◆ **ASSIGNED TASK**
Please say how many lines in the records below contain the word "lane". Give the number and nothing more.

◆ **DATA TO USE**
□ □ □ □

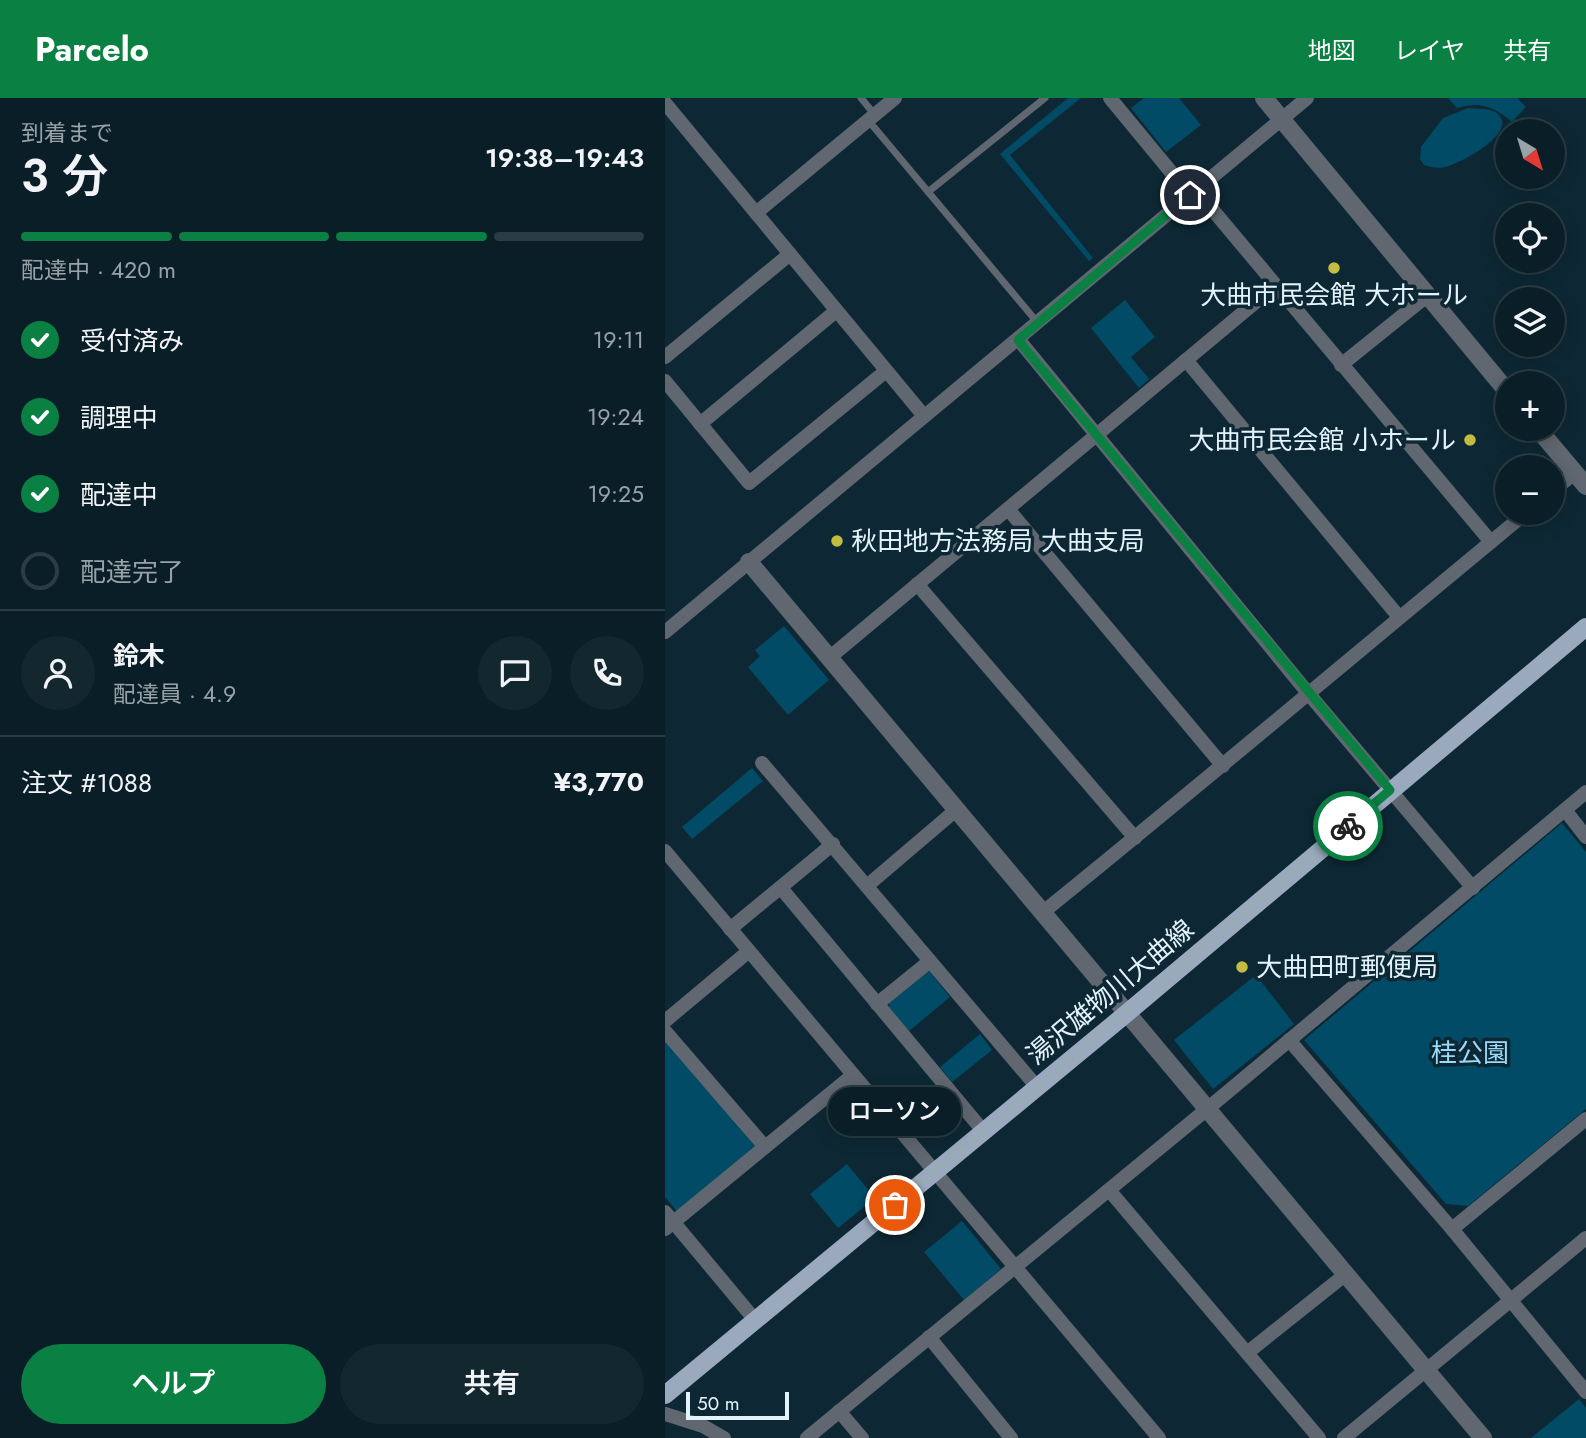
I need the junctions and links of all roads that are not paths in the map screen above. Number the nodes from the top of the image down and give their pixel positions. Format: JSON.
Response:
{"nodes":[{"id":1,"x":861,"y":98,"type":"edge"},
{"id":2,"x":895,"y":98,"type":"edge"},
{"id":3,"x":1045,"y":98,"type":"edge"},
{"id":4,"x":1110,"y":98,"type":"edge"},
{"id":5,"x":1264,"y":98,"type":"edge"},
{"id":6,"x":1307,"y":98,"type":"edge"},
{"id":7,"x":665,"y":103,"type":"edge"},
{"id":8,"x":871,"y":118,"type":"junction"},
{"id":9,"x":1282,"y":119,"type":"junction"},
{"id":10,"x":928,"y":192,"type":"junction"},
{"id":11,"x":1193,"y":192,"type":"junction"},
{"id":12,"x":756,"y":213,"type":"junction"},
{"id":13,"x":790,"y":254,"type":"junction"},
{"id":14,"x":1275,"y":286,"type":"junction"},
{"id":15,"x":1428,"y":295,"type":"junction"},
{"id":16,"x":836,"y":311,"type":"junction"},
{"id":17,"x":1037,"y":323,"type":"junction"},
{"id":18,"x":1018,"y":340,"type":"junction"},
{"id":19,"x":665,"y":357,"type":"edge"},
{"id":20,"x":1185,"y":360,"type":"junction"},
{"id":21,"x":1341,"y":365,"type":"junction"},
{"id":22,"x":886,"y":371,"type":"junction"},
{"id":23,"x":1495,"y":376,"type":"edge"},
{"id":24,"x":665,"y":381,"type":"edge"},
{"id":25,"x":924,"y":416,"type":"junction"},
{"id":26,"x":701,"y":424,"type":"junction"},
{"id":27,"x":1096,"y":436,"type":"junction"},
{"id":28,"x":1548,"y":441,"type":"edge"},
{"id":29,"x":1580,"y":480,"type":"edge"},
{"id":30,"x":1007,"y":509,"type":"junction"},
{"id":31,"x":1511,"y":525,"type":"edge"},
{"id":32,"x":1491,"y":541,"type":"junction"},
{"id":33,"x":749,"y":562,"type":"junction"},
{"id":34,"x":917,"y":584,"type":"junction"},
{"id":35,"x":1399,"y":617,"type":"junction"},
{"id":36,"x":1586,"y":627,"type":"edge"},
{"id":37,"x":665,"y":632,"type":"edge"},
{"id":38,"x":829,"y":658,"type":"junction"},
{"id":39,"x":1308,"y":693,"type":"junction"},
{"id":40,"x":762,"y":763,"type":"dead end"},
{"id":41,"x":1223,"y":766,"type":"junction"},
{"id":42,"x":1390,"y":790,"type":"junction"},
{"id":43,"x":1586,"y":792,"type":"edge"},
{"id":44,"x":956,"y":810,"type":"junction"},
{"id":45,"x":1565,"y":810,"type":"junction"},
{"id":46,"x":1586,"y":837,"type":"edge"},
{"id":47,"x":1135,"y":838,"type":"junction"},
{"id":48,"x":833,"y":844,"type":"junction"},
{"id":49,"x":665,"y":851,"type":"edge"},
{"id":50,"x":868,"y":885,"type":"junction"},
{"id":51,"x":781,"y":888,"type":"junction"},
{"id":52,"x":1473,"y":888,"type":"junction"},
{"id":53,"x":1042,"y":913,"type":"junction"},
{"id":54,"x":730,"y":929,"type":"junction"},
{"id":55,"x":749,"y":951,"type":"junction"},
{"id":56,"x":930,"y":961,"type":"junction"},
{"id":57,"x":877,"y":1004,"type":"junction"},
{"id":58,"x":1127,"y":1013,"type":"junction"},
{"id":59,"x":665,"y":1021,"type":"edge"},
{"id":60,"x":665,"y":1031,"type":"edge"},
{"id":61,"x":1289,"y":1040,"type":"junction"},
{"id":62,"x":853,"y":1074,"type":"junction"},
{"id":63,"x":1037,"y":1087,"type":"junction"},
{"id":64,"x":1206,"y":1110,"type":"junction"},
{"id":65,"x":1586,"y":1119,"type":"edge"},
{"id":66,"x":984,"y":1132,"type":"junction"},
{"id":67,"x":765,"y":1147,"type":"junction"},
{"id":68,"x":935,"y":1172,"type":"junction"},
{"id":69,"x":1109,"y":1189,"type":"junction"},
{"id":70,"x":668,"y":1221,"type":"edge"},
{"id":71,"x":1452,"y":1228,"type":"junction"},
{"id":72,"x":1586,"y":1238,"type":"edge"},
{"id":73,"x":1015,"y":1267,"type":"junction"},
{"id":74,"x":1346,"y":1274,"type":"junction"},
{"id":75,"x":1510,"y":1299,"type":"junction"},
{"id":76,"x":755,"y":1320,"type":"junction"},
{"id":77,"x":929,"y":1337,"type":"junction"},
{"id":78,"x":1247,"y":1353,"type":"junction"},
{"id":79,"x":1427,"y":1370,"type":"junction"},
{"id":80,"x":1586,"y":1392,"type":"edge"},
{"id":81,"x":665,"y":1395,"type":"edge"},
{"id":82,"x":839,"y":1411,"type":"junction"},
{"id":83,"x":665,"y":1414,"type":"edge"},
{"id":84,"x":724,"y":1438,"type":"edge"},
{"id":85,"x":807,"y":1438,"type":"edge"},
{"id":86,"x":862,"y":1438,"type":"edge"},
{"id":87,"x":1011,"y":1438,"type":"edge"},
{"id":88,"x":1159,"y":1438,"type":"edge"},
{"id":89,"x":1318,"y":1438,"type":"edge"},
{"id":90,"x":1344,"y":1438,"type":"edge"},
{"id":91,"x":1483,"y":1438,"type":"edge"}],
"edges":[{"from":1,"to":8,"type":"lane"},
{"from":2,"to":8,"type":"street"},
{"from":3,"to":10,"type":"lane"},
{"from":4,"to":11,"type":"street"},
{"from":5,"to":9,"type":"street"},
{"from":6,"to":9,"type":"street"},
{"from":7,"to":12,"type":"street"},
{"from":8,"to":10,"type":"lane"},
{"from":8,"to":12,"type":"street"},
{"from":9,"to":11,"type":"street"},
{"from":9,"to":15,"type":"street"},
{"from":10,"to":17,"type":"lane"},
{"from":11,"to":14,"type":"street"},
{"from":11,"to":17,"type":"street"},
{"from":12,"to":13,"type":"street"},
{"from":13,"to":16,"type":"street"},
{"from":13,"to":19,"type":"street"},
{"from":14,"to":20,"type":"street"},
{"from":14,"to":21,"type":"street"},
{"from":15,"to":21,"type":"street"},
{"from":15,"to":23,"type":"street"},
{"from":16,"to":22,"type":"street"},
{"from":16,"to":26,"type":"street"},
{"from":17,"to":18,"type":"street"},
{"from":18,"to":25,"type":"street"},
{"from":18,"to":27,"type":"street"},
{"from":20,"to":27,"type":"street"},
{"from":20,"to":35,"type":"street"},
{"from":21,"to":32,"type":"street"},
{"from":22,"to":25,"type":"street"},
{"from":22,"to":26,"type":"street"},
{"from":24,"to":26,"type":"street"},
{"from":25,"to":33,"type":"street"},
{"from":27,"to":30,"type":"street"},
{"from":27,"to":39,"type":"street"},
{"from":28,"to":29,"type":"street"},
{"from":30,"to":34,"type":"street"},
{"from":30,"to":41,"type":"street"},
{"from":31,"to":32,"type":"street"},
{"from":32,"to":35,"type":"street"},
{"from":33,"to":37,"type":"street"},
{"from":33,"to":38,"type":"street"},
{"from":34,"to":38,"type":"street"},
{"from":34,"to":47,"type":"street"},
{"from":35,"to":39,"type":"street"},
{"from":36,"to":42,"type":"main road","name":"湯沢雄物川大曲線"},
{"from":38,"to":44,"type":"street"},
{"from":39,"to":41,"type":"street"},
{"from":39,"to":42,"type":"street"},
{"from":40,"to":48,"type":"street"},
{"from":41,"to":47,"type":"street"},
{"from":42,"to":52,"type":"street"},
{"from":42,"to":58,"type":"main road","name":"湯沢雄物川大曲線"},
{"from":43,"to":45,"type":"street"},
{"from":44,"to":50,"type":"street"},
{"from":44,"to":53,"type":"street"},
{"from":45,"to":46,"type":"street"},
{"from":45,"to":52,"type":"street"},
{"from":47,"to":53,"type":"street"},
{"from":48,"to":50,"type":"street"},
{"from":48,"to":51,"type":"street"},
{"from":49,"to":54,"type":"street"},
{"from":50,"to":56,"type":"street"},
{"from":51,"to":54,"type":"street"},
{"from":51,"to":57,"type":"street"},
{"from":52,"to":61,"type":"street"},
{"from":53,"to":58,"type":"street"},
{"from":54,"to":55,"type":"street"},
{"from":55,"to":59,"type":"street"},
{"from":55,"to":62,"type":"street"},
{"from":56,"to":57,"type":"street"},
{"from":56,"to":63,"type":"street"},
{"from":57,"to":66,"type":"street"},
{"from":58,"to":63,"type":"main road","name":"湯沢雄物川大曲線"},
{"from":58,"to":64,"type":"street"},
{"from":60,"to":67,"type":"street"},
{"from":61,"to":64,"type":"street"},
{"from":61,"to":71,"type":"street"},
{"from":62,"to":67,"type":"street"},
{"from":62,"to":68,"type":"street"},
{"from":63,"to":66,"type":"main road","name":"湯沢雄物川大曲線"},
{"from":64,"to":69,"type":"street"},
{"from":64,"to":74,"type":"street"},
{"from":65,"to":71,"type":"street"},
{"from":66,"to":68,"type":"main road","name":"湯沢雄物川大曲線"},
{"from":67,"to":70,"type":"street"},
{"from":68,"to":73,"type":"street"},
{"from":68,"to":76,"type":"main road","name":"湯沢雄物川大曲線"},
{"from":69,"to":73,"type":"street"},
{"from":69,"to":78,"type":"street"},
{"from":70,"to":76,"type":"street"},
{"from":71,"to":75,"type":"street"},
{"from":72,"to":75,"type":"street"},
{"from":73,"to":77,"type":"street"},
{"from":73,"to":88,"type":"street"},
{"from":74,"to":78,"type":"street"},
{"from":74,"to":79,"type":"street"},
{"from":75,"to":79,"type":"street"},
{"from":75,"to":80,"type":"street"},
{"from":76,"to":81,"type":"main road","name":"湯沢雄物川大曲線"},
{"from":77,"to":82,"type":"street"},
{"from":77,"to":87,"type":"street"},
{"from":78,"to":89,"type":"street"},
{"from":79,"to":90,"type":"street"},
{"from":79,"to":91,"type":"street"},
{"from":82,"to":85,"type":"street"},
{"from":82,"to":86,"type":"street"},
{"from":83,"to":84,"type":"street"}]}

□ □ □ □

◆ **RESULT OF THE TASK**
4